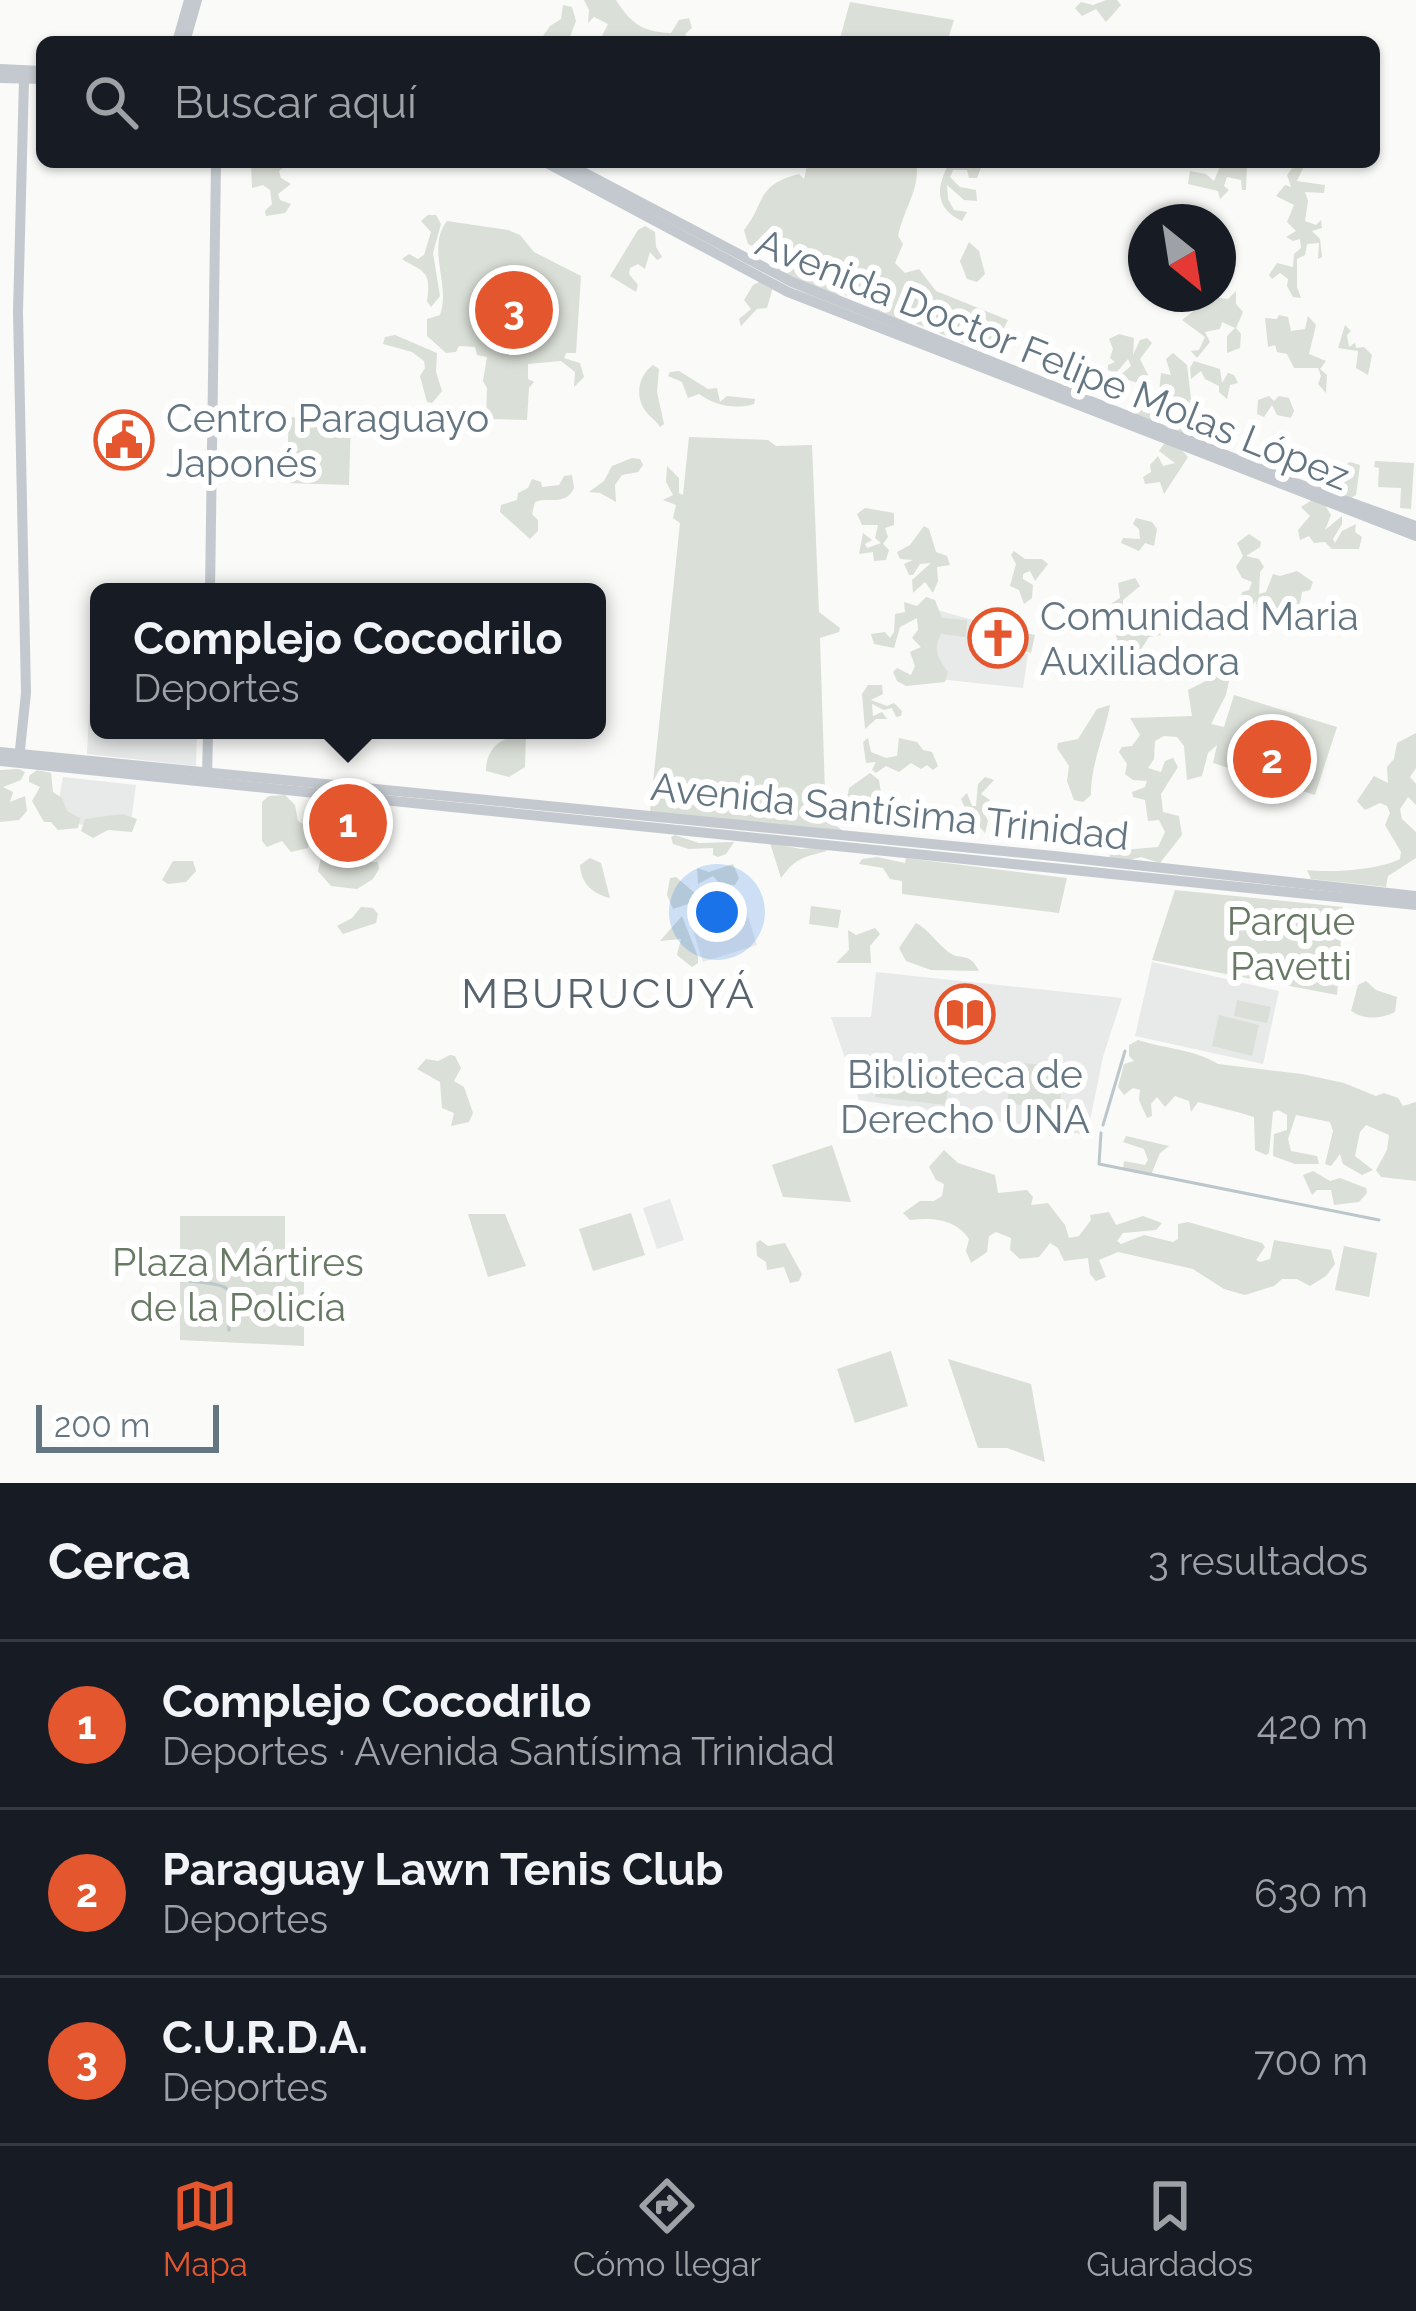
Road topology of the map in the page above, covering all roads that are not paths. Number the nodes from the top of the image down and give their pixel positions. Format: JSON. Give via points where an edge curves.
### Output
{"nodes":[{"id":1,"x":193,"y":0,"type":"edge"},
{"id":2,"x":183,"y":36,"type":"edge"},
{"id":3,"x":0,"y":73,"type":"edge"},
{"id":4,"x":36,"y":75,"type":"edge"},
{"id":5,"x":36,"y":76,"type":"edge"},
{"id":6,"x":24,"y":79,"type":"junction"},
{"id":7,"x":216,"y":168,"type":"edge"},
{"id":8,"x":556,"y":168,"type":"edge"},
{"id":9,"x":575,"y":168,"type":"edge"},
{"id":10,"x":1416,"y":526,"type":"edge"},
{"id":11,"x":1416,"y":536,"type":"edge"},
{"id":12,"x":210,"y":583,"type":"edge"},
{"id":13,"x":208,"y":739,"type":"edge"},
{"id":14,"x":0,"y":752,"type":"edge"},
{"id":15,"x":19,"y":758,"type":"junction"},
{"id":16,"x":0,"y":761,"type":"edge"},
{"id":17,"x":207,"y":778,"type":"junction"},
{"id":18,"x":1416,"y":901,"type":"edge"}],
"edges":[{"from":1,"to":2,"type":"main road"},
{"from":3,"to":4,"type":"main road"},
{"from":3,"to":6,"type":"main road"},
{"from":5,"to":6,"type":"main road"},
{"from":6,"to":15,"type":"main road","via":[[26,693]]},
{"from":7,"to":12,"type":"main road"},
{"from":8,"to":11,"type":"main road","name":"Avenida Doctor Felipe Molas López","via":[[788,292]]},
{"from":9,"to":10,"type":"main road","name":"Avenida Doctor Felipe Molas López","via":[[792,282]]},
{"from":13,"to":17,"type":"main road"},
{"from":14,"to":15,"type":"main road","name":"Avenida Santísima Trinidad"},
{"from":15,"to":16,"type":"main road","name":"Avenida Santísima Trinidad"},
{"from":15,"to":17,"type":"main road","name":"Avenida Santísima Trinidad"},
{"from":17,"to":18,"type":"main road","name":"Avenida Santísima Trinidad","via":[[1054,856]]}]}
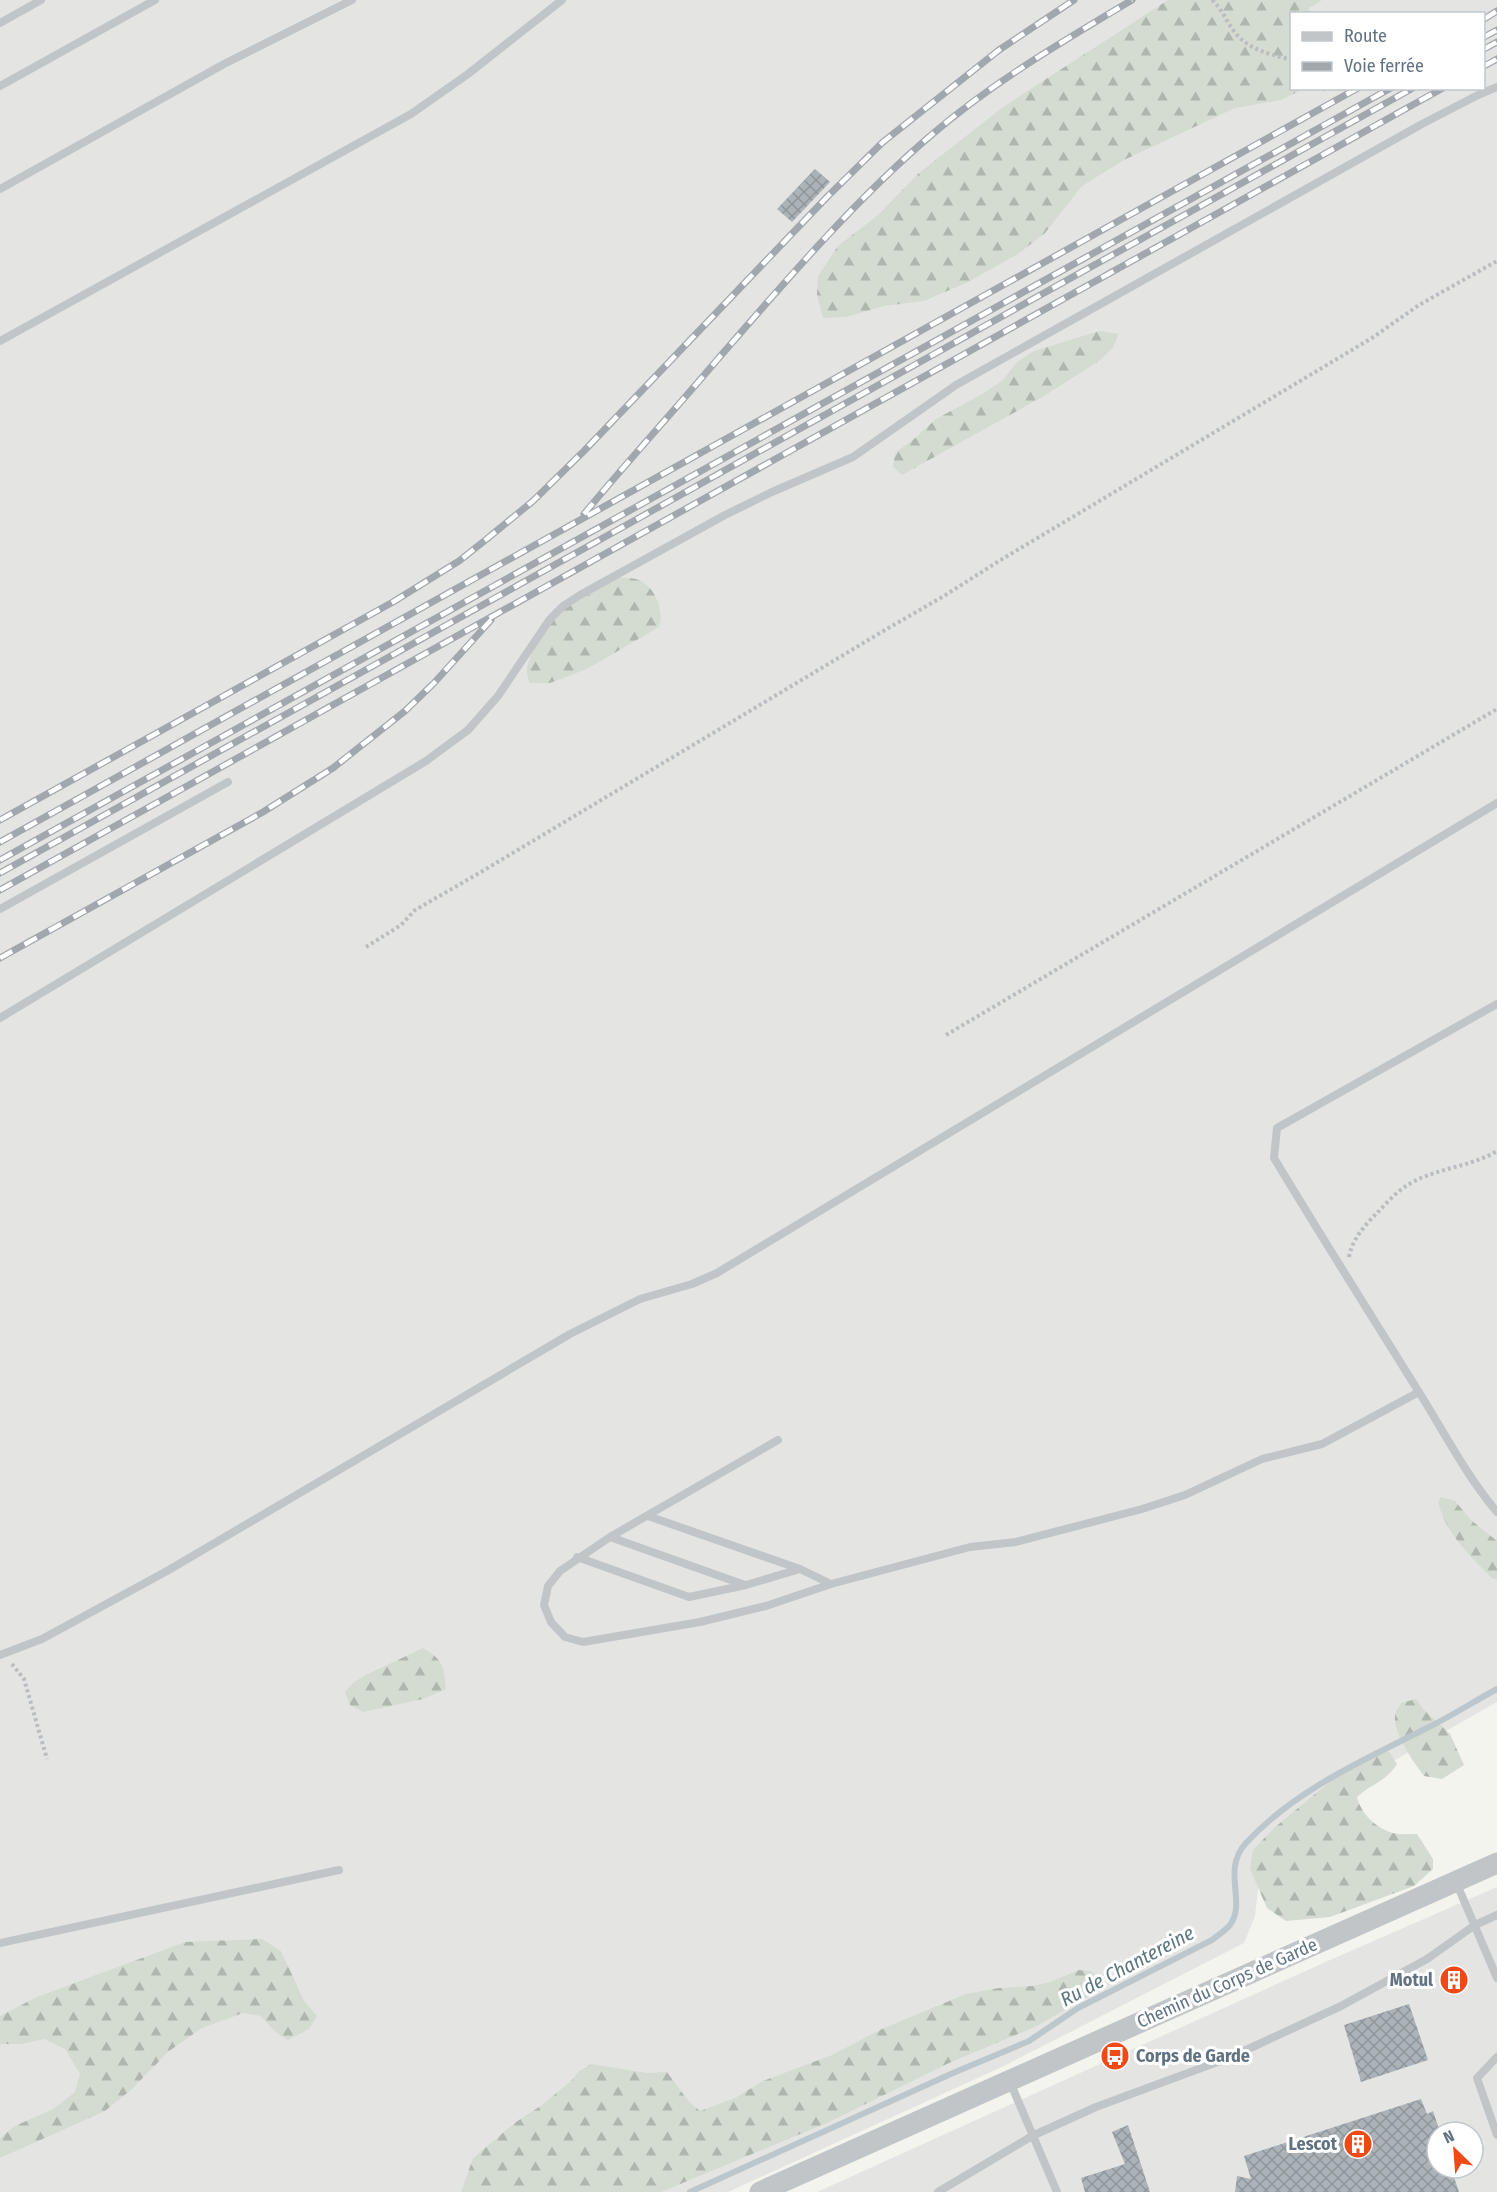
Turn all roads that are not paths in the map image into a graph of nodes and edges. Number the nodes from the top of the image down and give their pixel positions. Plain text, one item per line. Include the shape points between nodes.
1 (41, 0) edge
2 (155, 0) edge
3 (352, 0) edge
4 (562, 0) edge
5 (0, 23) edge
6 (0, 86) edge
7 (1497, 87) edge
8 (0, 189) edge
9 (0, 341) edge
10 (228, 782) dead end
11 (1497, 803) edge
12 (0, 909) edge
13 (1497, 1004) edge
14 (0, 1018) edge
15 (1419, 1392) junction
16 (778, 1440) dead end
17 (1497, 1512) edge
18 (648, 1516) junction
19 (610, 1537) junction
20 (577, 1557) junction
21 (800, 1569) junction
22 (831, 1584) junction
23 (746, 1585) junction
24 (3, 1654) edge
25 (1497, 1863) edge
26 (339, 1870) dead end
27 (1456, 1881) junction
28 (1497, 1915) edge
29 (1475, 1925) junction
30 (0, 1943) edge
31 (1497, 1978) edge
32 (1497, 2057) edge
33 (1009, 2080) junction
34 (1497, 2135) edge
35 (1032, 2136) junction
36 (772, 2190) edge
37 (938, 2192) edge
38 (1057, 2192) edge

1 - 5 lane
2 - 6 lane
3 - 8 lane via 224,64
4 - 9 lane via 411,114
7 - 14 lane via 1422,124 988,366 853,457 735,510 580,595 550,619 498,696 468,730 426,761
10 - 12 lane
11 - 24 lane via 717,1273 640,1299 570,1334 167,1571 42,1639
13 - 15 lane via 1277,1128 1274,1158
15 - 17 lane via 1449,1445
15 - 22 lane via 1322,1444 1262,1459 1185,1495 1016,1542 970,1547
16 - 18 lane
18 - 19 lane
18 - 21 lane
19 - 20 lane
19 - 23 lane
20 - 22 lane via 548,1586 544,1605 551,1622 564,1637 583,1642 700,1622 766,1606
20 - 23 lane via 689,1596
21 - 22 lane
21 - 23 lane
25 - 27 street, Chemin du Corps de Garde
26 - 30 lane
27 - 29 lane
27 - 33 street, Chemin du Corps de Garde
28 - 29 lane
29 - 31 lane
29 - 35 lane via 1427,1959 1341,2006 1232,2056 1096,2107
32 - 34 lane via 1477,2078
33 - 35 lane
33 - 36 street, Chemin du Corps de Garde
35 - 37 lane
35 - 38 lane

Activity.
Each line above that contains the word "street" must be copied.

Answer for the task.
25 - 27 street, Chemin du Corps de Garde
27 - 33 street, Chemin du Corps de Garde
33 - 36 street, Chemin du Corps de Garde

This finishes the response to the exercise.